As her father, I’m not seeking “compliance”. Often, Elliott asks the question “why” a lot. It’s not just a single “why”; sometimes its a recursive why of about 5-6 (sometimes more).
During these moments, I practice mindfulness and patience (for the long term), really putting my best foot forward to answer honestly. I love the fact that she probes and questions and applies critical thinking, even at the cost of (short term) effort and sometimes frustration that I experience
Teaching emotions
We sat in bed today, watching trailers of “Inside Out” and “Inside Out 2”. She asked “who’s that” and I would explain that’s envy, a useful emotion. All emotions serve a purpose.
Emotions is not only something I am devoting time and energy as a 36 year old learning, but a topic that was never discussed with me growing up
I recognize in this life time, I can only pass so much down in one generation and if I had to prioritize, learning about our inner emotions is one of my main priorities
Spiritual Growth of Elliott
Relatedly, I’m interested in nurturing her spiritual growth (cannot even define this yet and still learning about this topic)
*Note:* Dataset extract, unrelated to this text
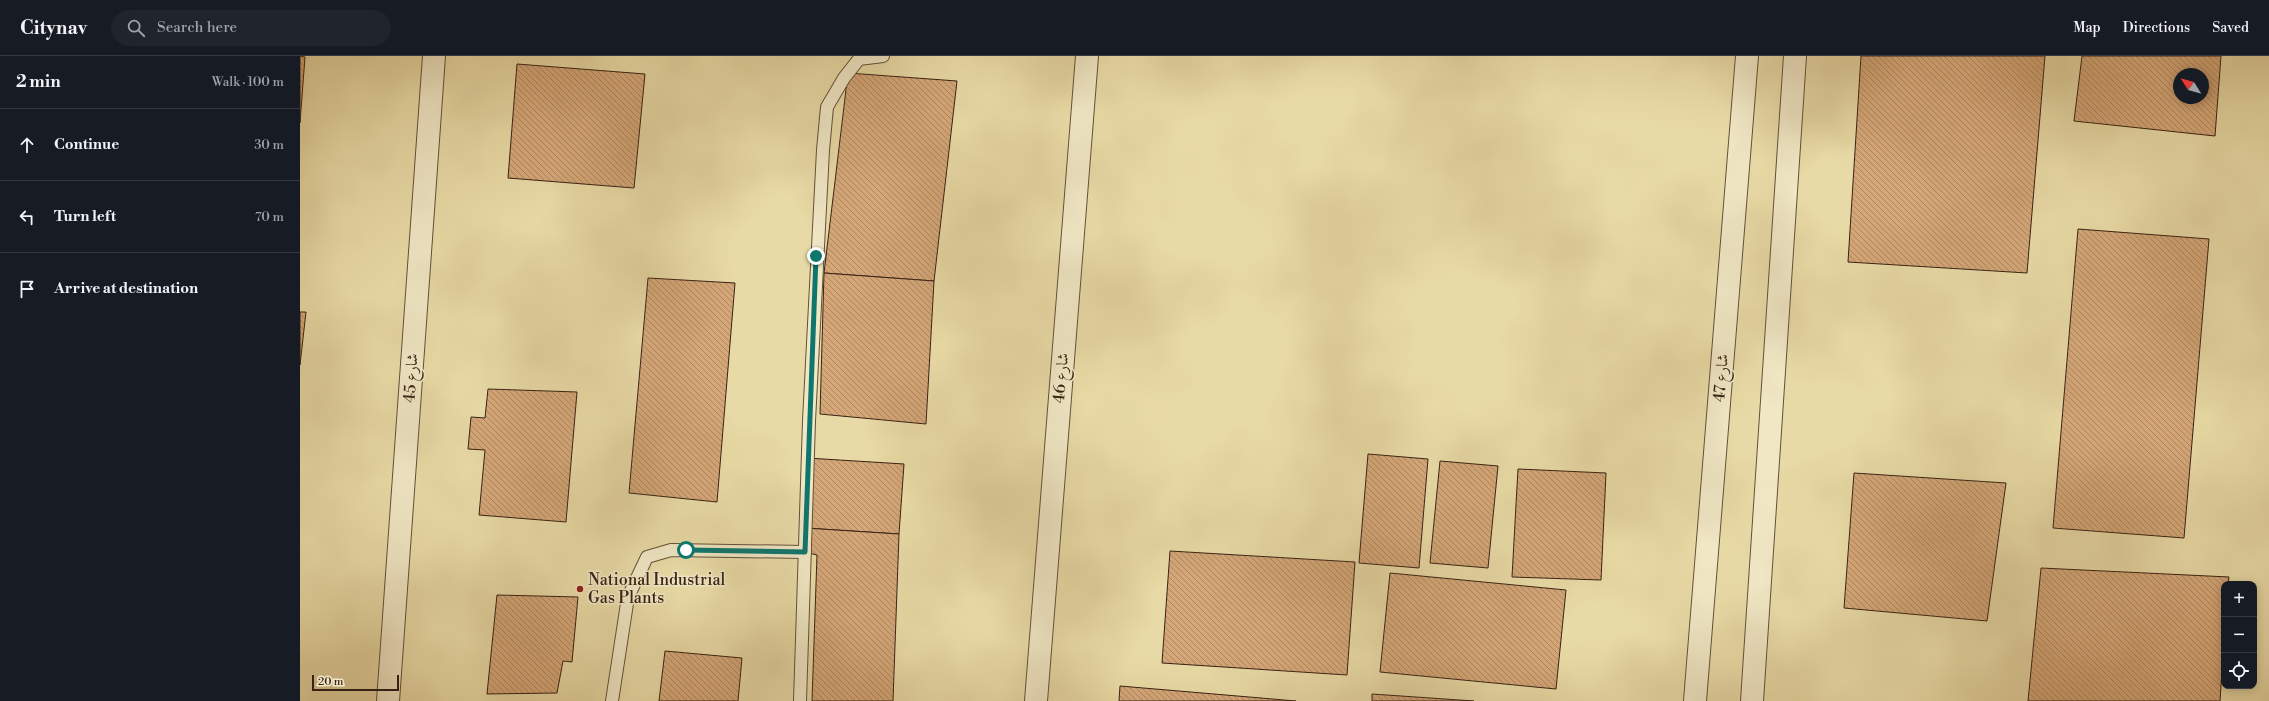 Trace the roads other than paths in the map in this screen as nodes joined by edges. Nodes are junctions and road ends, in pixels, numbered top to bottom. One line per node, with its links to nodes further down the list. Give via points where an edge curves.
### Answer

I try to remain very curious of her own values and try to remain aware of my own blind spots and times when I imposing my own values. For instance, to name a few, I value physical activity, independence, curiosity. Will Elliott value those things? Maybe. Maybe not.
In fact, I already recognize (perhaps through osmosis from her mom) that Elliott pays attention to aesthetically beautiful things (I do not necessarily have a high value for beauty like things in nature)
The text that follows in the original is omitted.